_Task_
Would you print out all of the data exactly and keep the pictures out of it?

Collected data
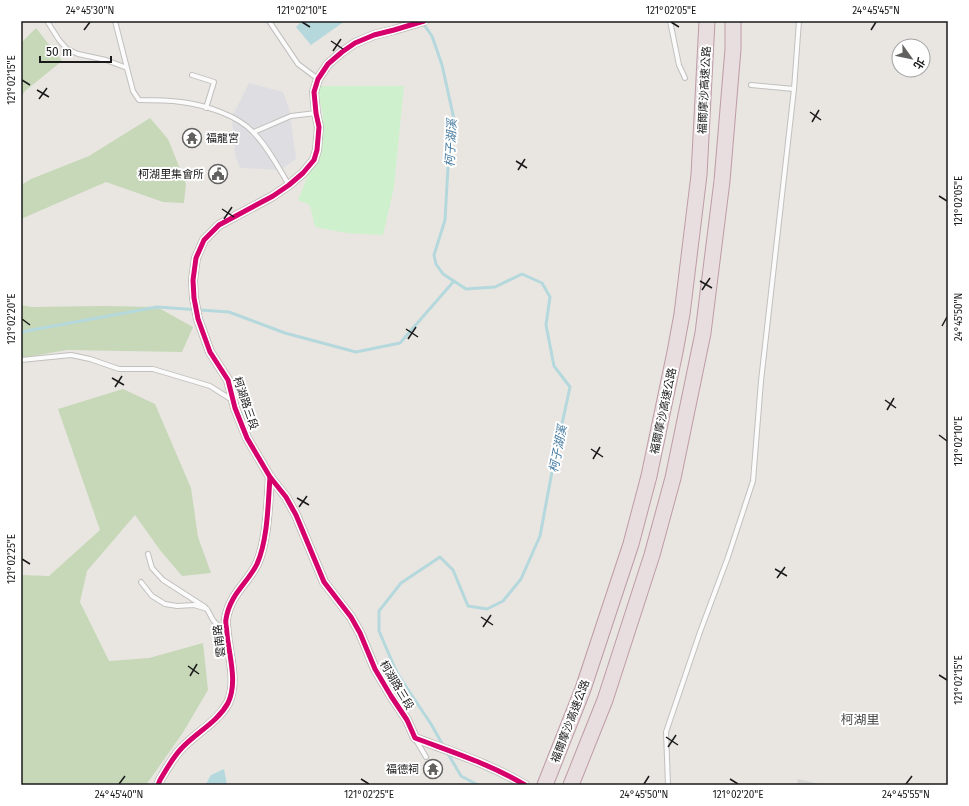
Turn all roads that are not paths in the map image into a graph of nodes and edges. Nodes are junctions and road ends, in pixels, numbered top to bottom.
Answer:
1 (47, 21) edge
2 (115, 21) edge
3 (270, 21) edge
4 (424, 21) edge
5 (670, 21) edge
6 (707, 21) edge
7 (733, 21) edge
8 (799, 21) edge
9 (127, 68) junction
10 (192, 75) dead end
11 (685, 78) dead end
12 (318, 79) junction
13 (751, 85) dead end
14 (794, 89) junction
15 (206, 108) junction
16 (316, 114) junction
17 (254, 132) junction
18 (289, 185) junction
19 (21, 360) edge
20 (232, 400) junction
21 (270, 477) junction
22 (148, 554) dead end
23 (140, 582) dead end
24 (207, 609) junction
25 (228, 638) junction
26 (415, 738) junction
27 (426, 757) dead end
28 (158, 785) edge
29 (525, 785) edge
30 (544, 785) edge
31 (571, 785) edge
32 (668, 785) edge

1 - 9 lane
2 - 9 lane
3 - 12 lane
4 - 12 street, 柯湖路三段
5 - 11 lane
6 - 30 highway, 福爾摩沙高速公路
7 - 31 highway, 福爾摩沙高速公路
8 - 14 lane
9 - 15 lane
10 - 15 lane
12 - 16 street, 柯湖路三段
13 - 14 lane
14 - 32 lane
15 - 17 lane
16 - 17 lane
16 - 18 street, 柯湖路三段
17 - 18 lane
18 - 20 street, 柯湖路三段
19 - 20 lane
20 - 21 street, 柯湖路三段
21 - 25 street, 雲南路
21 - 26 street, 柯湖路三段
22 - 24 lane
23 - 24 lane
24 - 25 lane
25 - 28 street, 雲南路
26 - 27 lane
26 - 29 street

_Solution_
Turn all roads that are not paths in the map image into a graph of nodes and edges. Nodes are junctions and road ends, in pixels, numbered top to bottom.
Answer:
1 (47, 21) edge
2 (115, 21) edge
3 (270, 21) edge
4 (424, 21) edge
5 (670, 21) edge
6 (707, 21) edge
7 (733, 21) edge
8 (799, 21) edge
9 (127, 68) junction
10 (192, 75) dead end
11 (685, 78) dead end
12 (318, 79) junction
13 (751, 85) dead end
14 (794, 89) junction
15 (206, 108) junction
16 (316, 114) junction
17 (254, 132) junction
18 (289, 185) junction
19 (21, 360) edge
20 (232, 400) junction
21 (270, 477) junction
22 (148, 554) dead end
23 (140, 582) dead end
24 (207, 609) junction
25 (228, 638) junction
26 (415, 738) junction
27 (426, 757) dead end
28 (158, 785) edge
29 (525, 785) edge
30 (544, 785) edge
31 (571, 785) edge
32 (668, 785) edge

1 - 9 lane
2 - 9 lane
3 - 12 lane
4 - 12 street, 柯湖路三段
5 - 11 lane
6 - 30 highway, 福爾摩沙高速公路
7 - 31 highway, 福爾摩沙高速公路
8 - 14 lane
9 - 15 lane
10 - 15 lane
12 - 16 street, 柯湖路三段
13 - 14 lane
14 - 32 lane
15 - 17 lane
16 - 17 lane
16 - 18 street, 柯湖路三段
17 - 18 lane
18 - 20 street, 柯湖路三段
19 - 20 lane
20 - 21 street, 柯湖路三段
21 - 25 street, 雲南路
21 - 26 street, 柯湖路三段
22 - 24 lane
23 - 24 lane
24 - 25 lane
25 - 28 street, 雲南路
26 - 27 lane
26 - 29 street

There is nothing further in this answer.